MCP server that reduces Claude Code context consumption by 98%

Scope and MCP limitations

  • The technique only affects tools whose execution can be routed through shell/subprocess hooks (Bash, Read, Grep, Glob, WebFetch, WebSearch, etc.).
  • Several commenters empirically confirmed it cannot intercept MCP tool responses today: MCP replies go via JSON-RPC straight into the model, and Claude Code exposes no PostToolUse hook.
  • Result: the “98% context reduction” applies to built‑in tools and CLI-like workflows (curl, gh, kubectl, Playwright snapshots, git logs), not to third‑party MCP tools.
  • For custom MCPs, commenters suggest applying the same pattern server‑side: return compact summaries, store full outputs in a queryable store, and expose drill‑down tools.
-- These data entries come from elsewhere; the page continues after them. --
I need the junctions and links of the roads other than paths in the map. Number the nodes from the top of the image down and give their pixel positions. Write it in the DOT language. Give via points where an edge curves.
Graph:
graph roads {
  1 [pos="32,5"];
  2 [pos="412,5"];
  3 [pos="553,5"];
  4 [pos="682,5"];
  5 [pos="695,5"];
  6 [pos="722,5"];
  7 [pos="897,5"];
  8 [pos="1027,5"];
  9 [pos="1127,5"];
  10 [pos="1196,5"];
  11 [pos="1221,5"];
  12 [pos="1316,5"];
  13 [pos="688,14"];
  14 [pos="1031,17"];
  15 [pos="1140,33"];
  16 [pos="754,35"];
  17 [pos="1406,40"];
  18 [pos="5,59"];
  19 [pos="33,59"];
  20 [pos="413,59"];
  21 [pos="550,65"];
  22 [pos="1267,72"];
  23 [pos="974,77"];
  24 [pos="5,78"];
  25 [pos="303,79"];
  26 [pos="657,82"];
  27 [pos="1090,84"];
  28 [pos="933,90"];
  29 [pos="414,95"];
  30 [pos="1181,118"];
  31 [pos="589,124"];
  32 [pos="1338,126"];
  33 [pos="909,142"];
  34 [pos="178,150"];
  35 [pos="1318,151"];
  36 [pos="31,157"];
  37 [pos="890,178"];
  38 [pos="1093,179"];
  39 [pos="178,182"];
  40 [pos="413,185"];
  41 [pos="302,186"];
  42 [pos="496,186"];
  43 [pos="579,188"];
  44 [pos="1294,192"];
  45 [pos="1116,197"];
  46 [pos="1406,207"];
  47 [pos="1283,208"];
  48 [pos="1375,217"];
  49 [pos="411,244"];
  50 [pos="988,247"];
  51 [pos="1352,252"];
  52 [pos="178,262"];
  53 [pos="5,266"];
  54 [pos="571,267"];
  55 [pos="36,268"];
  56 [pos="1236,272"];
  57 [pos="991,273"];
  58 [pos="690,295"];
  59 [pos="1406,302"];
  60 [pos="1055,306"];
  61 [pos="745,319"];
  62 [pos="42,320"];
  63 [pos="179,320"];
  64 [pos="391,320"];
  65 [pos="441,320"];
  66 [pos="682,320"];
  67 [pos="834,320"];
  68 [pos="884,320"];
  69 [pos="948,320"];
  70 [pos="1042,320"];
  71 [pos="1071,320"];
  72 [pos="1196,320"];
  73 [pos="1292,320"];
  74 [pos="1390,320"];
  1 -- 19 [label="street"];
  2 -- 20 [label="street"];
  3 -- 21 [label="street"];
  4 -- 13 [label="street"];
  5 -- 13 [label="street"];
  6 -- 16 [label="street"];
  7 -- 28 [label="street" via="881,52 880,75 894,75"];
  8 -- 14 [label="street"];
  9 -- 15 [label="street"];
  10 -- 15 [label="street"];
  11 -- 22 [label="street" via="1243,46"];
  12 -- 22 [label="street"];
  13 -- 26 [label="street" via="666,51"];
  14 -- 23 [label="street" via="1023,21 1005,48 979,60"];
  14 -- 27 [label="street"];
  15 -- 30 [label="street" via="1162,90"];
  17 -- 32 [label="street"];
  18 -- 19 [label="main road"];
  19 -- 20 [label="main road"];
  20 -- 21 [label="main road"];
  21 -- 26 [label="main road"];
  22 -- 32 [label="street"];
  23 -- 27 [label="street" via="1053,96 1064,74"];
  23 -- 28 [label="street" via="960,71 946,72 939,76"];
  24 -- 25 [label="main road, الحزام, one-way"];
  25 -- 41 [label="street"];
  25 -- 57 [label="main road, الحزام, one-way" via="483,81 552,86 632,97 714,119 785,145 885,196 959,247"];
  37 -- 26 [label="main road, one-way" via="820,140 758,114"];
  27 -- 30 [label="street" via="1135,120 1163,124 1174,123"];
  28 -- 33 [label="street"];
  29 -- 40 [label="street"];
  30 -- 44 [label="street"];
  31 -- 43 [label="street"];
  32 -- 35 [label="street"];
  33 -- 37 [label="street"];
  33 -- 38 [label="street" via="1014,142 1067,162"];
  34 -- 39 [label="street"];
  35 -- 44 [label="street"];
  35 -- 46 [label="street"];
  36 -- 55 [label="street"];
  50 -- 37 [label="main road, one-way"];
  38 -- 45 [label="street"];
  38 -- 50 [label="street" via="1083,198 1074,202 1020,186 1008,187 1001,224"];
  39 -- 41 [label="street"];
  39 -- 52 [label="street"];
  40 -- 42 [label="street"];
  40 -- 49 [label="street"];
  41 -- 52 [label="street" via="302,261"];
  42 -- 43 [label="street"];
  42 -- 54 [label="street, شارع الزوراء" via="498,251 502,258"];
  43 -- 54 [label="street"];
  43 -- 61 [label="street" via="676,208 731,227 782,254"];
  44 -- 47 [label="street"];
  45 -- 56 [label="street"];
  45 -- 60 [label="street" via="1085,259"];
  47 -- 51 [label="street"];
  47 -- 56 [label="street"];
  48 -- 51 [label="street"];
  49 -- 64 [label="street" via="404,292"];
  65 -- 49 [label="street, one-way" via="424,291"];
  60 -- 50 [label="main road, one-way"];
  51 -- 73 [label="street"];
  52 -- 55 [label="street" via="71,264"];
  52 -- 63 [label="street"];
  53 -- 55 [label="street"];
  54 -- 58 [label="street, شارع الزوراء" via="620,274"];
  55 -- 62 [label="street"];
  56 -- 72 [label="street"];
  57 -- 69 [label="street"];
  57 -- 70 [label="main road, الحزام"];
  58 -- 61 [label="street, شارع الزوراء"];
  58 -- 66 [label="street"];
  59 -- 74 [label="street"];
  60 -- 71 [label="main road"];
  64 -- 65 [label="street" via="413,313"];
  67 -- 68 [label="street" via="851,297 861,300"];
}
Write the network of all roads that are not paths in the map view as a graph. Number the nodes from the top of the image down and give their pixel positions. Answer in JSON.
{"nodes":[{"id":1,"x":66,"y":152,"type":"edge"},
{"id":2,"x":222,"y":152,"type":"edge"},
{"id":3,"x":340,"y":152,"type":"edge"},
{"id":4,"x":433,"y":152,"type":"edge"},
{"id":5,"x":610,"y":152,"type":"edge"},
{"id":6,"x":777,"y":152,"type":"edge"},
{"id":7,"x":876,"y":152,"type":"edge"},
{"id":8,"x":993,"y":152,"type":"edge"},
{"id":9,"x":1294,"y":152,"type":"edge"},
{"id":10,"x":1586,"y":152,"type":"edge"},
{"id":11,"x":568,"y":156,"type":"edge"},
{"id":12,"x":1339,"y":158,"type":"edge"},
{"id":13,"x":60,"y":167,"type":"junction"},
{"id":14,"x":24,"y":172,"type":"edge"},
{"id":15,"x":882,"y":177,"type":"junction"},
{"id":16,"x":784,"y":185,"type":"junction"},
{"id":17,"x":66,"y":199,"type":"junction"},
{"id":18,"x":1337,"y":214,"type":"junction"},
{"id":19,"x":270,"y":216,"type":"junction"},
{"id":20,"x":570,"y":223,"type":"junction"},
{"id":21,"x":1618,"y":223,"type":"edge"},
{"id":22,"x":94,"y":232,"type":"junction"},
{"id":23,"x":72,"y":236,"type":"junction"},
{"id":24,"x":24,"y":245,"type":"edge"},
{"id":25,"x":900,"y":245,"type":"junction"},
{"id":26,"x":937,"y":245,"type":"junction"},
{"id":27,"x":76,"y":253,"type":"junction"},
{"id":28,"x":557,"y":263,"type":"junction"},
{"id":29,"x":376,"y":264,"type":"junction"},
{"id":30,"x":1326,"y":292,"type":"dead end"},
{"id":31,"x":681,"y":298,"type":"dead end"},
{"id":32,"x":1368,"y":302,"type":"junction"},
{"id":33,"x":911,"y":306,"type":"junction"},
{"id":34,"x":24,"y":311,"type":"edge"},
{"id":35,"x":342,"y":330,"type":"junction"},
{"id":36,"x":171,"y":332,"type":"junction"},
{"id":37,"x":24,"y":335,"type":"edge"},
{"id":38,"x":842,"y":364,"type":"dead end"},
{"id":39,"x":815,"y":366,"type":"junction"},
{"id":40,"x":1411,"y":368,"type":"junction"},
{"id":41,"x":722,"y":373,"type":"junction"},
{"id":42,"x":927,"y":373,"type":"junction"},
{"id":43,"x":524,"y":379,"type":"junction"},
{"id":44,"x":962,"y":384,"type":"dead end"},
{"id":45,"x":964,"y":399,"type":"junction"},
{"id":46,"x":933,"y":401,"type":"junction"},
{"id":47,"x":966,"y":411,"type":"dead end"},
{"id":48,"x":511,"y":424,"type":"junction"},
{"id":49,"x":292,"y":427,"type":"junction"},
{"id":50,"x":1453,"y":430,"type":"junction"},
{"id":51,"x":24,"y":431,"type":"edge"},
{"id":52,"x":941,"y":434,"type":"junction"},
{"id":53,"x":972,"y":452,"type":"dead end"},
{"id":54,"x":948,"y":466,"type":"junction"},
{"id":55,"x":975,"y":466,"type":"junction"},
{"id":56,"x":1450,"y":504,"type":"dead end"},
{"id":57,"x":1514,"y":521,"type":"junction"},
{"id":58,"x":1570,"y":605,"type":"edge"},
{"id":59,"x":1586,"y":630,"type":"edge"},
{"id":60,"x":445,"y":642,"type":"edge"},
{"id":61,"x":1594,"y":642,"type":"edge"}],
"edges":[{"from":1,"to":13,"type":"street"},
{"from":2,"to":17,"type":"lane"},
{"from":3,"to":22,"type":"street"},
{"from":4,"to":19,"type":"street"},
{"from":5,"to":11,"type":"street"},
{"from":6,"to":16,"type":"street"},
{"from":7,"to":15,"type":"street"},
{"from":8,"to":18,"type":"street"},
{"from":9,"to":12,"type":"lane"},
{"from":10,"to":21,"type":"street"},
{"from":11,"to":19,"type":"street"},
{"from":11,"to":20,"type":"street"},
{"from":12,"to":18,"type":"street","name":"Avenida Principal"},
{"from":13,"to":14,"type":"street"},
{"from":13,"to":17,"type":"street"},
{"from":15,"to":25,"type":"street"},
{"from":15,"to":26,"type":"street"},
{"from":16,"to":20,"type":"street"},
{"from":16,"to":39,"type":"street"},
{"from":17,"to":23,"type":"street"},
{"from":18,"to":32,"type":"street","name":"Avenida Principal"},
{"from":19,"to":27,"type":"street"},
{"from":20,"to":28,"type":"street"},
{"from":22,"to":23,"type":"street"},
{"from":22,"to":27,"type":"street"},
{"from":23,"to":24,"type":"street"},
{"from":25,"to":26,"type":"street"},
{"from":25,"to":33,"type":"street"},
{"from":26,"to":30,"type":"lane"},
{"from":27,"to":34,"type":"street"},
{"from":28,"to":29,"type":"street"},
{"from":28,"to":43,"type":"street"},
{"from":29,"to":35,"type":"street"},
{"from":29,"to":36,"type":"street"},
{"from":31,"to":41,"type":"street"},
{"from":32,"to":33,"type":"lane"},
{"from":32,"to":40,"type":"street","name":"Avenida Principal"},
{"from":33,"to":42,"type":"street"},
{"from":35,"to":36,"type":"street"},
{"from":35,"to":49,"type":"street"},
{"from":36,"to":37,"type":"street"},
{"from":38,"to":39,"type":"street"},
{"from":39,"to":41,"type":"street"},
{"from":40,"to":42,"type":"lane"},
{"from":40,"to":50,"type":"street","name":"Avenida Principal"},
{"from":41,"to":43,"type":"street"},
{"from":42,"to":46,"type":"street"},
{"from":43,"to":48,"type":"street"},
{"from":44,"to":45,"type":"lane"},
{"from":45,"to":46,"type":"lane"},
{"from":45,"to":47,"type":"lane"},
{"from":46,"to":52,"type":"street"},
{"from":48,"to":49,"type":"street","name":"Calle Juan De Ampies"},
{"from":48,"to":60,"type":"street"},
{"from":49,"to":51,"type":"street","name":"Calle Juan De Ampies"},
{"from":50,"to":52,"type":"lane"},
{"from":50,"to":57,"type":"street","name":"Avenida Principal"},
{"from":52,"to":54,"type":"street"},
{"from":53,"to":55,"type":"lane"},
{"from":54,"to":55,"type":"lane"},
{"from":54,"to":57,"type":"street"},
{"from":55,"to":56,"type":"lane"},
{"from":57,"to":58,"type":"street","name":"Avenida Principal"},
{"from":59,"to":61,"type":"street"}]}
Context management strategies

  • Many see this as “pre‑compaction”: big outputs run in a sandbox; only summaries hit context; full data is stored in a local SQLite FTS5 index for later search.
  • Long subthread explores broader “agentic context management”: pruning failed attempts, branching/rollback, treating context like an editable structure rather than an immutable log.
  • People share similar patterns: subagents doing work off‑context then returning summaries; piping tool output to files and only reading relevant slices; smaller local models summarizing logs.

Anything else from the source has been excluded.